Perchè non possiamo non conoscere la Bibbia
di ENZO BIANCHI
Come immaginare l’integrazione e la convivenza di quanti provengono da mondi religiosi e culturali diversi se chi dovrebbe accoglierli non è in grado di spiegare loro i testi e i meccanismi che nel corso dei secoli hanno originato usi e costumi?
La Stampa, 13 giugno 2010
Con la fine dell’anno scolastico riprendono vigore discussioni vecchie e nuove: criteri e severità degli scrutini finali, modalità e contenuti degli esami di maturità, tagli alle risorse, ristrutturazione dei programmi, scelte degli indirizzi, calendari delle lezioni e motivazioni degli insegnanti... Ma mi pare passato abbastanza inosservato un evento che invece costituisce una novità a lungo attesa da molte parti e che potrebbe avere significative conseguenze anche sulla qualità formativa globale della scuola: la firma di un protocollo d’intesa tra il Ministero dell’Istruzione e l’associazione laica e aconfessionale Biblia per una maggior presenza della Bibbia nella scuola, con la conseguente creazione di un comitato paritetico che ne curi l’attuazione e diffonda proposte, strumenti e materiali adeguati. Nelle intenzioni dei promotori e nel dettato dell’intesa non è minimamente questione di inserire una nuova materia di studio, tanto meno di interferire con l’insegnamento religioso confessionale, bensì di creare uno spazio per la conoscenza della Bibbia all’interno delle diverse materie o nei vari percorsi interdisciplinari. In altre parole, si tratta un progetto – del quale avevamo già parlato su queste pagine tre anni or sono, quando venne lanciato l’appello ora accolto – per rendere “presente” la grande assente nella formazione culturale degli studenti italiani, progetto che aveva preso le mosse più di vent’anni fa e che da allora non ha smesso di cercare le vie migliori per tradursi in realtà operativa.
Tentativo davvero lodevole perché non possiamo dimenticare che il “grande codice dell’arte”, come l’aveva definito William Blake, divenuto “grande codice” della cultura occidentale nel famoso saggio omonimo di Northrop Frye, è stato finora trascurato nella scuola italiana.
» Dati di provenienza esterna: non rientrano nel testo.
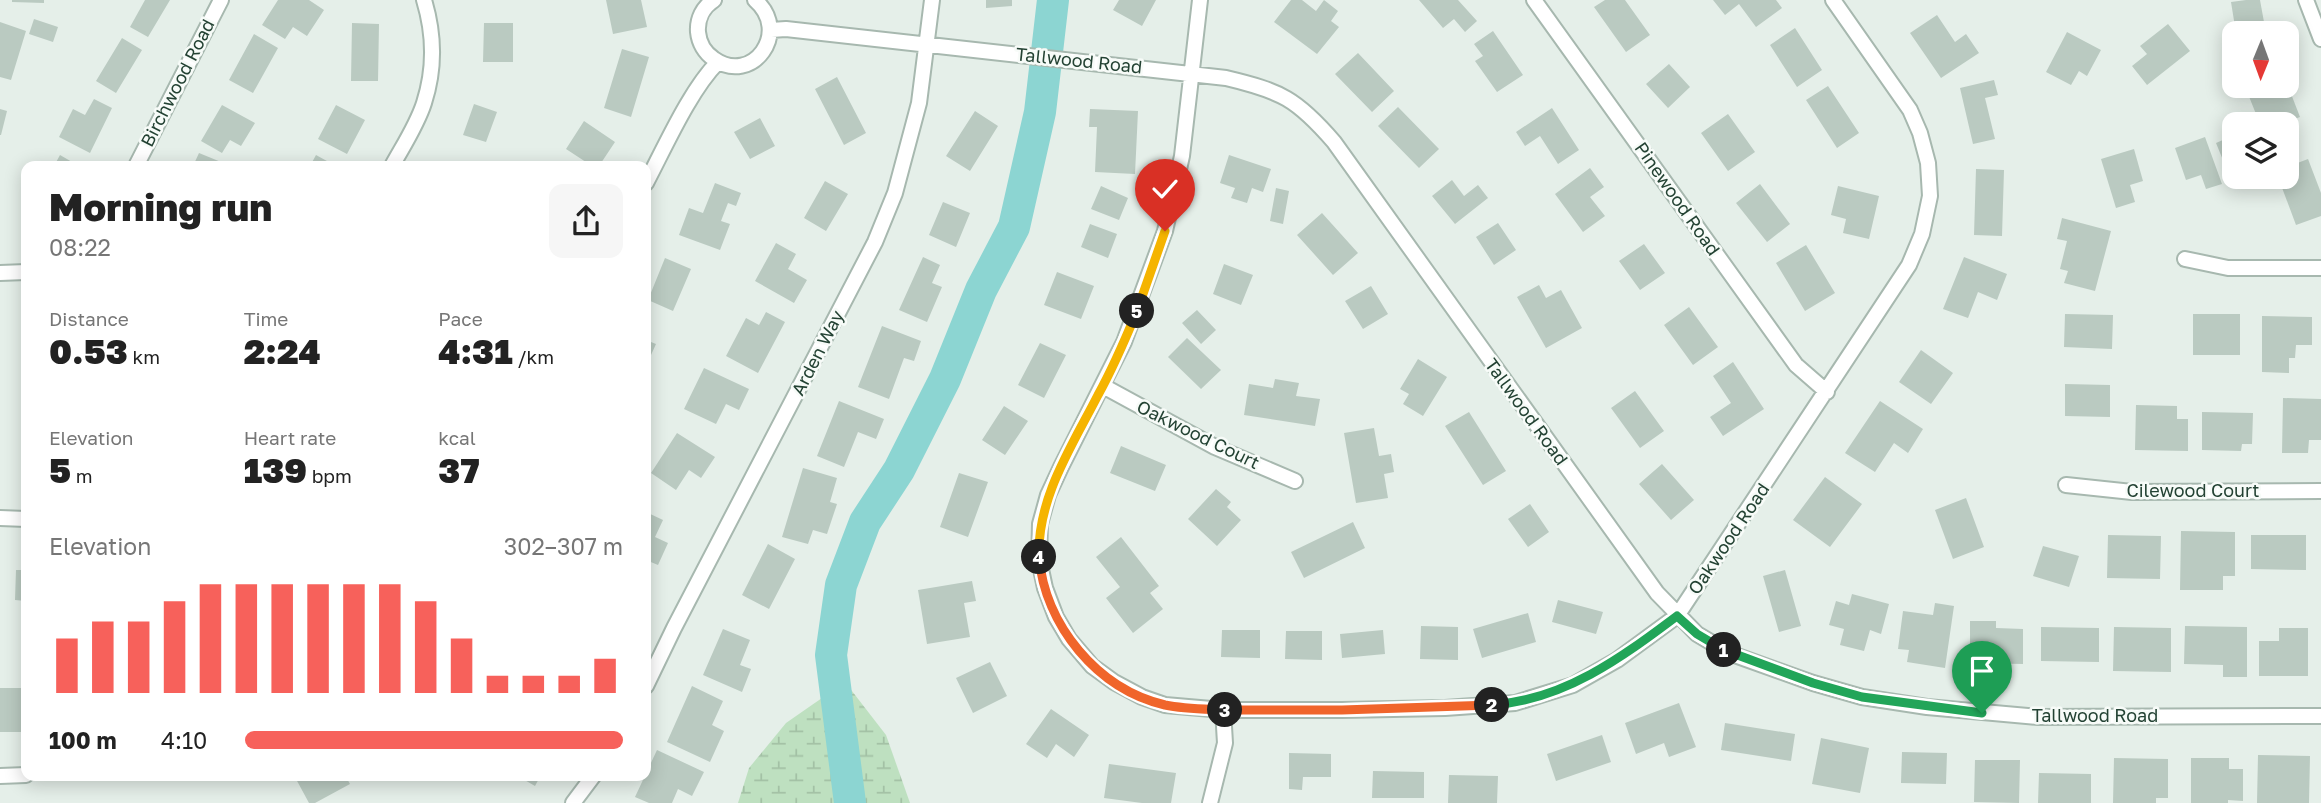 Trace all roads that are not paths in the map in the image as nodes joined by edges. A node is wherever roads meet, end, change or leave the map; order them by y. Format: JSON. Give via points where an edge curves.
{"nodes":[{"id":1,"x":221,"y":0,"type":"edge"},
{"id":2,"x":424,"y":0,"type":"edge"},
{"id":3,"x":714,"y":0,"type":"edge"},
{"id":4,"x":755,"y":0,"type":"edge"},
{"id":5,"x":932,"y":0,"type":"edge"},
{"id":6,"x":1200,"y":0,"type":"edge"},
{"id":7,"x":1534,"y":0,"type":"edge"},
{"id":8,"x":1833,"y":0,"type":"edge"},
{"id":9,"x":2305,"y":0,"type":"edge"},
{"id":10,"x":771,"y":30,"type":"junction"},
{"id":11,"x":2321,"y":39,"type":"edge"},
{"id":12,"x":928,"y":45,"type":"junction"},
{"id":13,"x":718,"y":62,"type":"junction"},
{"id":14,"x":1191,"y":74,"type":"junction"},
{"id":15,"x":139,"y":161,"type":"edge"},
{"id":16,"x":395,"y":161,"type":"edge"},
{"id":17,"x":651,"y":174,"type":"edge"},
{"id":18,"x":2185,"y":259,"type":"dead end"},
{"id":19,"x":2321,"y":268,"type":"edge"},
{"id":20,"x":21,"y":272,"type":"edge"},
{"id":21,"x":0,"y":273,"type":"edge"},
{"id":22,"x":1103,"y":386,"type":"junction"},
{"id":23,"x":1827,"y":392,"type":"junction"},
{"id":24,"x":1295,"y":481,"type":"dead end"},
{"id":25,"x":2066,"y":485,"type":"dead end"},
{"id":26,"x":2321,"y":491,"type":"edge"},
{"id":27,"x":0,"y":518,"type":"edge"},
{"id":28,"x":21,"y":519,"type":"edge"},
{"id":29,"x":1677,"y":616,"type":"junction"},
{"id":30,"x":651,"y":676,"type":"edge"},
{"id":31,"x":1223,"y":710,"type":"junction"},
{"id":32,"x":2321,"y":716,"type":"edge"},
{"id":33,"x":21,"y":775,"type":"edge"},
{"id":34,"x":0,"y":776,"type":"edge"},
{"id":35,"x":590,"y":781,"type":"edge"},
{"id":36,"x":573,"y":803,"type":"edge"},
{"id":37,"x":1210,"y":803,"type":"edge"}],
"edges":[{"from":1,"to":15,"type":"street","name":"Birchwood Road"},
{"from":2,"to":16,"type":"street","via":[[433,47],[424,103]]},
{"from":3,"to":13,"type":"street","via":[[702,12],[698,35],[701,46]]},
{"from":4,"to":10,"type":"street","via":[[769,18]]},
{"from":5,"to":12,"type":"street","name":"Arden Way"},
{"from":6,"to":14,"type":"street","name":"Oakwood Road"},
{"from":7,"to":23,"type":"street","name":"Pinewood Road","via":[[1796,365]]},
{"from":8,"to":23,"type":"street","name":"Oakwood Road","via":[[1910,110],[1928,163],[1930,196],[1909,265]]},
{"from":9,"to":11,"type":"street"},
{"from":10,"to":12,"type":"street","name":"Tallwood Road"},
{"from":10,"to":13,"type":"street","via":[[762,53],[752,61],[729,66]]},
{"from":12,"to":14,"type":"street","name":"Tallwood Road"},
{"from":12,"to":30,"type":"street","name":"Arden Way","via":[[907,149],[875,242]]},
{"from":13,"to":17,"type":"street","via":[[695,92]]},
{"from":14,"to":22,"type":"street","name":"Oakwood Road","via":[[1182,156],[1165,231],[1141,301]]},
{"from":14,"to":29,"type":"street","name":"Tallwood Road","via":[[1264,87],[1294,102],[1315,120]]},
{"from":18,"to":19,"type":"street","via":[[2228,268]]},
{"from":20,"to":21,"type":"street"},
{"from":22,"to":24,"type":"street","name":"Oakwood Court","via":[[1215,447]]},
{"from":22,"to":31,"type":"street","name":"Oakwood Road","via":[[1052,486],[1040,524],[1039,561],[1045,588],[1069,639],[1092,666],[1114,682],[1165,705]]},
{"from":23,"to":29,"type":"street","name":"Oakwood Road"},
{"from":25,"to":26,"type":"street","name":"Cilewood Court","via":[[2132,492]]},
{"from":27,"to":28,"type":"street"},
{"from":29,"to":31,"type":"street","name":"Oakwood Road","via":[[1573,685],[1515,703]]},
{"from":29,"to":32,"type":"street","name":"Tallwood Road","via":[[1728,653],[1862,697],[1927,708],[2038,717]]},
{"from":31,"to":37,"type":"street","via":[[1225,743]]},
{"from":33,"to":34,"type":"street"},
{"from":35,"to":36,"type":"street"}]}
E questa lacuna continuava a privare gli studenti del nostro paese – giunti ormai a essere “la prima generazione incredula” – di una chiave di lettura e comprensione di tante espressioni artistiche e culturali presenti non solo in Italia ma nel mondo occidentale e mediterraneo. In una stagione in cui si fa tanto parlare di identità e di radici, in cui la preoccupazione prevalente sembra quella di distinguersi dagli “altri” per alimentare diffidenza se non ostilità per il “diverso”, la possibilità di rendere “leggibile” questo codice nel luogo in cui si formano i cittadini di domani appare impresa difficile sì, ma improcrastinabile. Quale identità si potrai mai custodire se se ne ignorano i principi che l’hanno determinata? E da quali radici si può essere alimentati se l’humus in cui dovrebbero affondare è divenuto sterile per un prolungato oblio dei valori vitali?